訪印中に行った講演の中で、温総理は中印経済貿易協力の拡大に向けて5つの提案を行った。
- 貿易協力を積極的に拡大する。両国の原材料製品と鉄鋼、エレクトロニクス、有機化学工業、機械設備など従来型製品の貿易を引き続き広げ、貿易分野の拡大に尽力する。
- ハイテク分野での協力を強化する。インドは宇宙技術、情報技術、海洋技術などの分野が優れており、特にソフトウェア産業は世界をリードしている。中国は新素材技術、バイオテクノロジー、情報技術、特にコンピューター・ハードウェアと通信などの分野で著しく優れている。こうした分野での協力は双方にとってメリットが大きい。
- 相互投資協力を奨励する。現段階では、相互の直接投資はまだ少ないが、今後、増える見込みである。
- インフラ建設における協力を推進する。インドは現在、道路、鉄道、橋梁、港湾、発電所などのインフラ整備に力を入れている。中国企業はこうした分野で著しく優れたものを持っており、海外においても豊富な経験を蓄積している。両国のこの分野での協力展開は潜在力が大きい。
- WTOをはじめ、多国間の経済貿易協力を推進する。
その後、2006年11月に胡錦涛主席が訪印した際に、「中印二国間投資促進・保護協定」が調印され、また二国間貿易の2010年の目標は400億ドルに引上げられるなど、経済緊密化への取り組みが着々と進んでいる。
BOX インドをリードする中国の貿易構造
経済が発展するにつれて、貿易における比較優位が一次産品から次第に労働集約型製品へ、さらには資本・技術集約型製品へとシフトしていくというパターンは多くの国の経験から観測されている。このプロセスは、これまで日本をはじめとするアジア各国で見られた産業の雁行形態に沿ったものである。これを主要品目の特化係数(輸出と輸入の差を輸出と輸入の和で割ったもの、その値が大きいほど国際競争力が強いことを示す)の推移で追って見ることができる(図)。具体的に、一次産品(SITC0-4部)、一般製品(同5、6、8、9部、機械類を除く製品を指す)、機械類(同7部)のそれぞれの特化係数の相対的大きさによって、一国の貿易構造は、途上国型、未成熟NIEs型、成熟NIEs型、そして先進工業国型という四つの段階に分類することができる。

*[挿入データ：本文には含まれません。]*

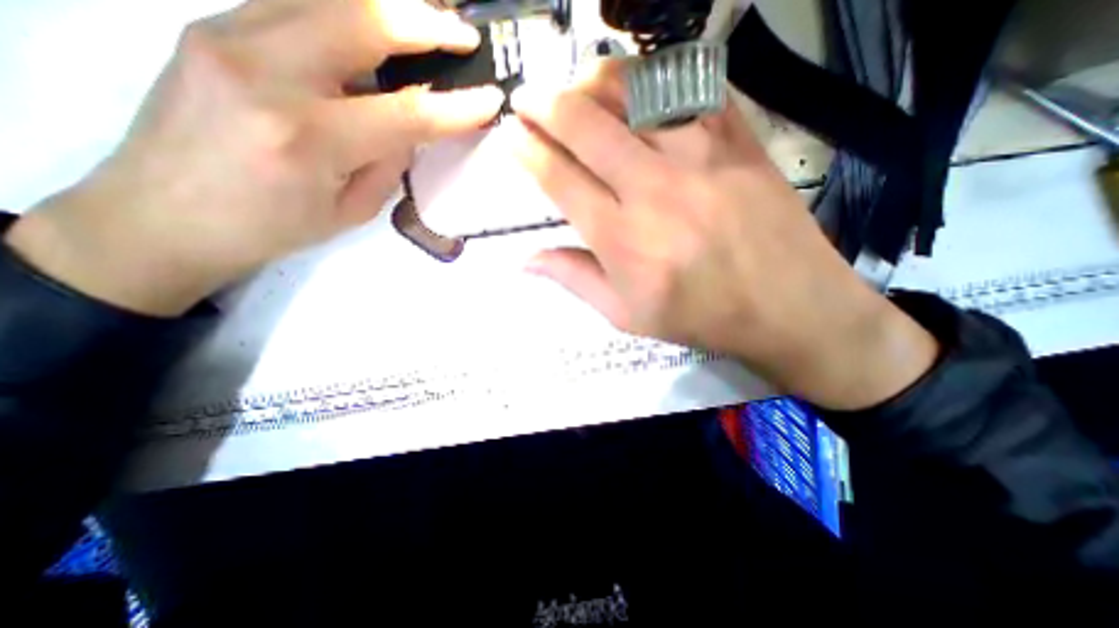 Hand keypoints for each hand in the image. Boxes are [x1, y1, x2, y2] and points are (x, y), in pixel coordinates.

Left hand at [2, 0, 501, 315]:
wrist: (161, 215)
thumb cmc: (273, 228)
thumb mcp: (350, 210)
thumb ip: (387, 162)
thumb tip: (411, 126)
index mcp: (310, 140)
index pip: (406, 114)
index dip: (456, 107)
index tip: (491, 99)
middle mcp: (267, 74)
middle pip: (362, 21)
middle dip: (426, 23)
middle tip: (464, 33)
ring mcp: (228, 36)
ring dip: (387, 6)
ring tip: (428, 16)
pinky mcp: (212, 26)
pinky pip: (294, 3)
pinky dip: (345, 10)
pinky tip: (373, 25)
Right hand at [511, 62, 936, 409]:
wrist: (787, 306)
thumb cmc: (698, 316)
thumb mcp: (626, 314)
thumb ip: (574, 279)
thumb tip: (525, 261)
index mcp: (621, 237)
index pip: (559, 178)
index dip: (527, 150)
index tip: (510, 134)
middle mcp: (653, 188)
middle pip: (586, 124)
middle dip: (545, 104)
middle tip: (527, 98)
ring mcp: (700, 155)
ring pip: (633, 91)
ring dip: (592, 80)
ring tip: (575, 85)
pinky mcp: (738, 138)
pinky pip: (690, 86)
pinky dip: (654, 75)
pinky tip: (637, 84) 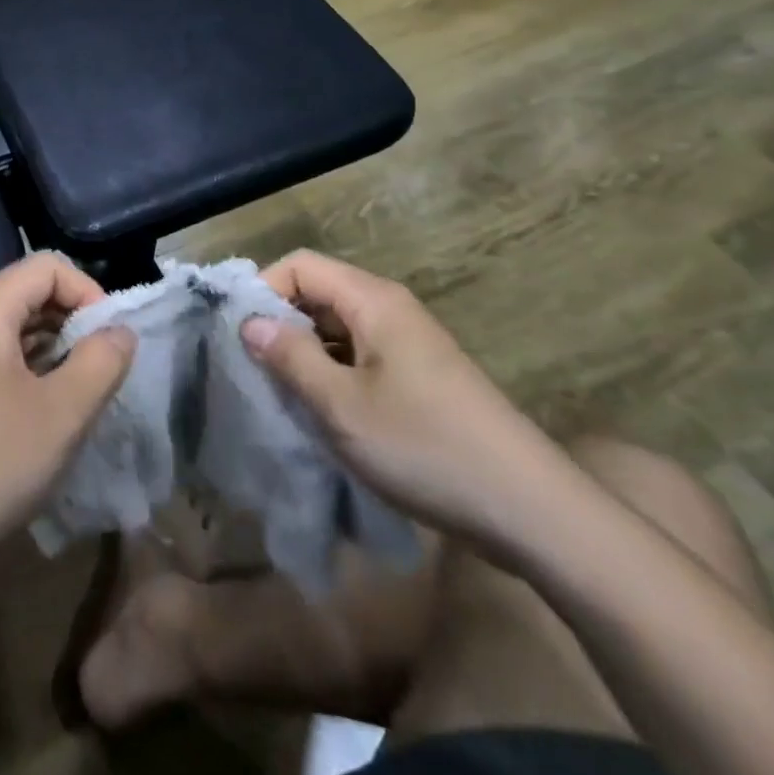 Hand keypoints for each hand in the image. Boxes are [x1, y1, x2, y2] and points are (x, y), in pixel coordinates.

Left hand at [0, 254, 134, 568]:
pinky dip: (28, 366)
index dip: (88, 291)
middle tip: (102, 366)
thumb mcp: (63, 413)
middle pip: (28, 291)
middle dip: (72, 319)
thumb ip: (102, 360)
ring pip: (13, 324)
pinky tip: (46, 405)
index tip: (111, 338)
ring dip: (53, 346)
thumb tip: (120, 331)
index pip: (46, 267)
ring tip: (80, 388)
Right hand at [243, 250, 576, 551]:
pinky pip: (360, 355)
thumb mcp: (342, 406)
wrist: (531, 509)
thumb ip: (290, 357)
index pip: (300, 265)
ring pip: (338, 327)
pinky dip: (334, 373)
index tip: (243, 338)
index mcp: (372, 300)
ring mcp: (409, 342)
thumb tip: (250, 321)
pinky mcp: (420, 375)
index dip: (264, 291)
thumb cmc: (426, 447)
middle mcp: (390, 308)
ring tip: (286, 396)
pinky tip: (326, 413)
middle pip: (318, 292)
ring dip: (306, 354)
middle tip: (257, 371)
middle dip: (282, 324)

この枠組みに沿って言えば、80年代の初め、改革開放政策に転じた当初、中国は一次産品を輸出し、機械類を輸入する典型的な発展途上国の貿易構造を持っていた。香港と台湾から労働集約型産業の移転が進むにつれて、衣料品を中心に中国の一般製品の競争力が急速に伸び、特化係数で見て、92年には一次産品を上回るようになった。これをもって、中国の貿易構造は発展途上国型から未成熟NIEs型に移行した。これよりやや遅れて、機械産業の特化係数も徐々に上昇し、99年には一次産品のそれを抜き、中国は成熟NIEsの段階に邁進した。これに対して、インドの場合、一般製品の特化係数がもっとも高く、続いて一次産品と機械類の順になっていることを反映して、貿易構造は未成熟NIEsの段階にとどまっており、中国との間では10年以上の開きが見られている。